My suspicion is Meredith probably drew “inspiration” from THE PRESIDENT’S ANALYST, another seeming free-for-all of wackiness, but actually a tightly-controlled, slyly acted and beautifully shot and scored movie, to which MR GO cannot hold a scented candle. Theodore J Flicker’s pop-art meisterwerk is actually tightly controlled, drawing nearly all its zany tropes from the combination of psychoanalysis and spycraft — had Burgess M used Chinese mysticism and industrial espionage as his lynchpins and tethered the plot tightly to both, having fun with the collisions, he might have had something — but lazily, the moviemakers assume that just throwing a bunch of random shit at the screen will in some way hold our interest. It sort of does, because the choices are so erratic and obnoxious, but all respect is forfeited.

Fans of skin-crawling embarrassment should check this out.

What the movie does have is an arresting title — in fact, two, since it alternately goes by the name of THE THIRD EYE. That’s SUCH a good title — it draws in psychic and mystical elements, as well as suggesting private eyes and THE THIRD MAN, working as a multi-layered evocation of genre-mixing ingenuity… none of which is to be found in this dog’s breakfast.

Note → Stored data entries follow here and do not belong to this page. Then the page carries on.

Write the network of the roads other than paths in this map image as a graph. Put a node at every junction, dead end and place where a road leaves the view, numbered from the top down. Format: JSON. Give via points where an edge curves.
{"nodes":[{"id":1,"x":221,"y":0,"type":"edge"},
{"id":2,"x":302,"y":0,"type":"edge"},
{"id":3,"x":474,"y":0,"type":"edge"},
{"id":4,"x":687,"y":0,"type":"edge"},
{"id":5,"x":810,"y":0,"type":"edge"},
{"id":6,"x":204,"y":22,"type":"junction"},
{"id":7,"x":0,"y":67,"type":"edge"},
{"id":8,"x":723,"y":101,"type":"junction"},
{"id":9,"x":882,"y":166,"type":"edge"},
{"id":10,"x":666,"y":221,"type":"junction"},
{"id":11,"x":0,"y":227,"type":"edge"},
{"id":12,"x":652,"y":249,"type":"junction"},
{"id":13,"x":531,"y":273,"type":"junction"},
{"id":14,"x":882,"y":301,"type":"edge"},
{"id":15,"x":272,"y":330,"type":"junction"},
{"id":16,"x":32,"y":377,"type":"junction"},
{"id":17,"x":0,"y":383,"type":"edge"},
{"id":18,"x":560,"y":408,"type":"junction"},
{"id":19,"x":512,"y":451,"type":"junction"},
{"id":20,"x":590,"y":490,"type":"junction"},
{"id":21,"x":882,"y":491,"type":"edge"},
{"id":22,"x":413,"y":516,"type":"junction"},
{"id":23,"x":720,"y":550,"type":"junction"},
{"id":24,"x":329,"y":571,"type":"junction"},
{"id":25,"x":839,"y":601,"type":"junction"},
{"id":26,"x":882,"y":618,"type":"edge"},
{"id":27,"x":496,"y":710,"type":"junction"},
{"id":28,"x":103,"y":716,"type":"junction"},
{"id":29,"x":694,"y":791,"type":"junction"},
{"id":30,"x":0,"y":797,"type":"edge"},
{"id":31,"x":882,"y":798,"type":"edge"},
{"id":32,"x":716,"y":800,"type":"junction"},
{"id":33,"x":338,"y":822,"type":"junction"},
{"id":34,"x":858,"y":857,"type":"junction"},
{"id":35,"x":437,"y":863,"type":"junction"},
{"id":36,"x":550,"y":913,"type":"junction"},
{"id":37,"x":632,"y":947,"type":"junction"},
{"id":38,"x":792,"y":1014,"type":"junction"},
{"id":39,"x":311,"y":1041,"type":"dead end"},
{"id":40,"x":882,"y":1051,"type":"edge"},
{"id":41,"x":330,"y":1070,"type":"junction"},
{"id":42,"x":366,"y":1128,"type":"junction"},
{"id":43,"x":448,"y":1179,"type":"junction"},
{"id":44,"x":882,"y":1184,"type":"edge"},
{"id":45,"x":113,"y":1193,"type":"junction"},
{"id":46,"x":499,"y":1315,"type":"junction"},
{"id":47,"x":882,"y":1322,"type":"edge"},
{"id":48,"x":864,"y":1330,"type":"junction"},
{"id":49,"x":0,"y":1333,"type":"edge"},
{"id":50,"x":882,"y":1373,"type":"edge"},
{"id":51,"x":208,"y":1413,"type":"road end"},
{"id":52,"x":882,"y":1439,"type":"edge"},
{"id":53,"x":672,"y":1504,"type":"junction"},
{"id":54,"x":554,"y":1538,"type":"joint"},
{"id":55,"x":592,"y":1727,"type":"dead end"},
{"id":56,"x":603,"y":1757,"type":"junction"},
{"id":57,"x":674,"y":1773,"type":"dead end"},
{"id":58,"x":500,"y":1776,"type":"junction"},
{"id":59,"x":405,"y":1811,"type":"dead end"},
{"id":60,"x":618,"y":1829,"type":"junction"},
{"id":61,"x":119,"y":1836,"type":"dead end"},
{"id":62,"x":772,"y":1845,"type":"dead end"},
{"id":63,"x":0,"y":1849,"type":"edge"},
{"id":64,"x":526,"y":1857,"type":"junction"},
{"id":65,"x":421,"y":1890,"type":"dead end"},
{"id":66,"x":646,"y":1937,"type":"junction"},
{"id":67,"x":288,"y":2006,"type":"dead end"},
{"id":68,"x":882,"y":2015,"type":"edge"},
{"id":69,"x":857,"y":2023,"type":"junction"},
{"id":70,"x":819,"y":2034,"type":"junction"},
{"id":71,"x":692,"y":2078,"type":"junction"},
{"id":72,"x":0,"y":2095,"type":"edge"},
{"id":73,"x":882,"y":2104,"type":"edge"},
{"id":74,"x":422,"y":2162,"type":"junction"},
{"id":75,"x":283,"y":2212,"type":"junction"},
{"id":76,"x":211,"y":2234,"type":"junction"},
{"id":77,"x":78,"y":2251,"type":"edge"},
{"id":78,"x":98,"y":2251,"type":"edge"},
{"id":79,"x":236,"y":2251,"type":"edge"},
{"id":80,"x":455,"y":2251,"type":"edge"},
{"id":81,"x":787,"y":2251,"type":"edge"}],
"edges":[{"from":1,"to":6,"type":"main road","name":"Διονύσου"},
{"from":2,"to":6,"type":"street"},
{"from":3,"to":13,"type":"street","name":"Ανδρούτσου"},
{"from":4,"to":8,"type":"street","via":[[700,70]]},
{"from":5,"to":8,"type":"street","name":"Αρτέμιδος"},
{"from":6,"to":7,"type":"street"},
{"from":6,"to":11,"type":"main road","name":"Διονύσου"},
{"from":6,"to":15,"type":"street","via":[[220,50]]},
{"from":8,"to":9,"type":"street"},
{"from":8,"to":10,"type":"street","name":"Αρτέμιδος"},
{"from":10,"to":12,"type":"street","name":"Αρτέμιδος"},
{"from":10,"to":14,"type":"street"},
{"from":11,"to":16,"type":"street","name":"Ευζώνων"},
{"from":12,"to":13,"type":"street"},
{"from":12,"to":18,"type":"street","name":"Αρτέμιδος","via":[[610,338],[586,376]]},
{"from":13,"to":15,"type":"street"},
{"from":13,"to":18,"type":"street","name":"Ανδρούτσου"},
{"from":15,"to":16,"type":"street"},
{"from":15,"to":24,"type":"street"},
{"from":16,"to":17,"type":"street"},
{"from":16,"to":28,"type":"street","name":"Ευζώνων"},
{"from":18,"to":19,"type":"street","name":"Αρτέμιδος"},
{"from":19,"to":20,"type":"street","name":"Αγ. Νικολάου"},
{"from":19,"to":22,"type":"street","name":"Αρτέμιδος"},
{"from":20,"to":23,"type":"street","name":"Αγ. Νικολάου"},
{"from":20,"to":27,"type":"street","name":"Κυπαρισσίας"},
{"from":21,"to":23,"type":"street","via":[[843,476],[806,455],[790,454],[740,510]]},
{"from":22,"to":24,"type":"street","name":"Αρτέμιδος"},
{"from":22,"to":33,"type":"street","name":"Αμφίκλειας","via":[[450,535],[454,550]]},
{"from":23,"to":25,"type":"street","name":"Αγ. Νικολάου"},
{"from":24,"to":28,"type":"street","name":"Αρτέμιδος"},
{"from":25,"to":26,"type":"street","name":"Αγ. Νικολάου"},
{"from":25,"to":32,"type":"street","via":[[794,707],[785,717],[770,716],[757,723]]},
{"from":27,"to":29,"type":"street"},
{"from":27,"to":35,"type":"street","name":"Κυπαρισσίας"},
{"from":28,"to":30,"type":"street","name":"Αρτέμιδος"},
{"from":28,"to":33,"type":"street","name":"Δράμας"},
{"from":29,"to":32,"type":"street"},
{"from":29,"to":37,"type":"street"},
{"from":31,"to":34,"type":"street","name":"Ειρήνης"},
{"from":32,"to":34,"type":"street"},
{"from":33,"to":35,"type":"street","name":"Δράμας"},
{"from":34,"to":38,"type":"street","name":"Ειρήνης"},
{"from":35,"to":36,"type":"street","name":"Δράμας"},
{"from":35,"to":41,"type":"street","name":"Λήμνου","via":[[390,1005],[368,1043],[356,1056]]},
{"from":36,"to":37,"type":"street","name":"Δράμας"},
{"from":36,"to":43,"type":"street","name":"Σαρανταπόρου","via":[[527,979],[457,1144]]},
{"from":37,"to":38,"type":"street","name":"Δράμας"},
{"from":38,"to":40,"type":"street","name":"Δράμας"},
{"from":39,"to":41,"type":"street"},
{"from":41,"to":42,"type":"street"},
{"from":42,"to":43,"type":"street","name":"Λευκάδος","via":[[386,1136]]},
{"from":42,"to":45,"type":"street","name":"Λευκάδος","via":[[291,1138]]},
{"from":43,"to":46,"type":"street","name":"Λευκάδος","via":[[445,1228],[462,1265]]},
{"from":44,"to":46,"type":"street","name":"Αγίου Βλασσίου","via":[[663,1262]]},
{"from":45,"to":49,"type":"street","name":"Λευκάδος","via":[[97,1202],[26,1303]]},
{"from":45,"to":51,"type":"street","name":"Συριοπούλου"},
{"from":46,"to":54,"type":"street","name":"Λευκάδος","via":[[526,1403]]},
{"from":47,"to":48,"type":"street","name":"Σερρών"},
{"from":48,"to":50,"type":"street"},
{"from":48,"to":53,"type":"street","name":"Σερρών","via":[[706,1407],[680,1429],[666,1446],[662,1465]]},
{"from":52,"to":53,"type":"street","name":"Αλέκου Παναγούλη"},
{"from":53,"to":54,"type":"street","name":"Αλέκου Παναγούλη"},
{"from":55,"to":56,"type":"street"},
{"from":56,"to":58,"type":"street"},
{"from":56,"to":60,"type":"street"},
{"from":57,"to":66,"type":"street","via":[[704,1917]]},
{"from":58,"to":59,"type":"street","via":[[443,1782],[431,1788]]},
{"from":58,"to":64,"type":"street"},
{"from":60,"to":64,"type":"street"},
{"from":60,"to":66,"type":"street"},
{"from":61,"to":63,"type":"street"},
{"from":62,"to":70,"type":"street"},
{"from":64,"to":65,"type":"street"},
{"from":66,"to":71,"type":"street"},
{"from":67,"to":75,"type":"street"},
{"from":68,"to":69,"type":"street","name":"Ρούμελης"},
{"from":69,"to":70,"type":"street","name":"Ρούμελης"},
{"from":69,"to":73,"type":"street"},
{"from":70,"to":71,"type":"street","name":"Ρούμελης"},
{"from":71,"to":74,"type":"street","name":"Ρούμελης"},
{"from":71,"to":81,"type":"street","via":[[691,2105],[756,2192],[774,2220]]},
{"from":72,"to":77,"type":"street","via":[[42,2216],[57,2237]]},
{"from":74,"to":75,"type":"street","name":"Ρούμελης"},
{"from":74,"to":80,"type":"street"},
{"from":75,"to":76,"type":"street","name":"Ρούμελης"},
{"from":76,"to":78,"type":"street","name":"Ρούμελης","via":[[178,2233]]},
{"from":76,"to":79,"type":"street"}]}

Screenplay is co-credited to Meredith and a few other guys, including soft-porn/exploitation producer Dick Randall, described in his IMDb entry as “jolly and colorful” — I haven’t a doubt it’s true, but he sure kept it off the screen. His credits include the intriguingly titled EROTIC ADVENTURES OF ROBINSON CRUSOE, which I like to imagine consisting of ninety minutes of solo masturbation by a man in a progressively lengthening fake beard. Don’t disillusion me.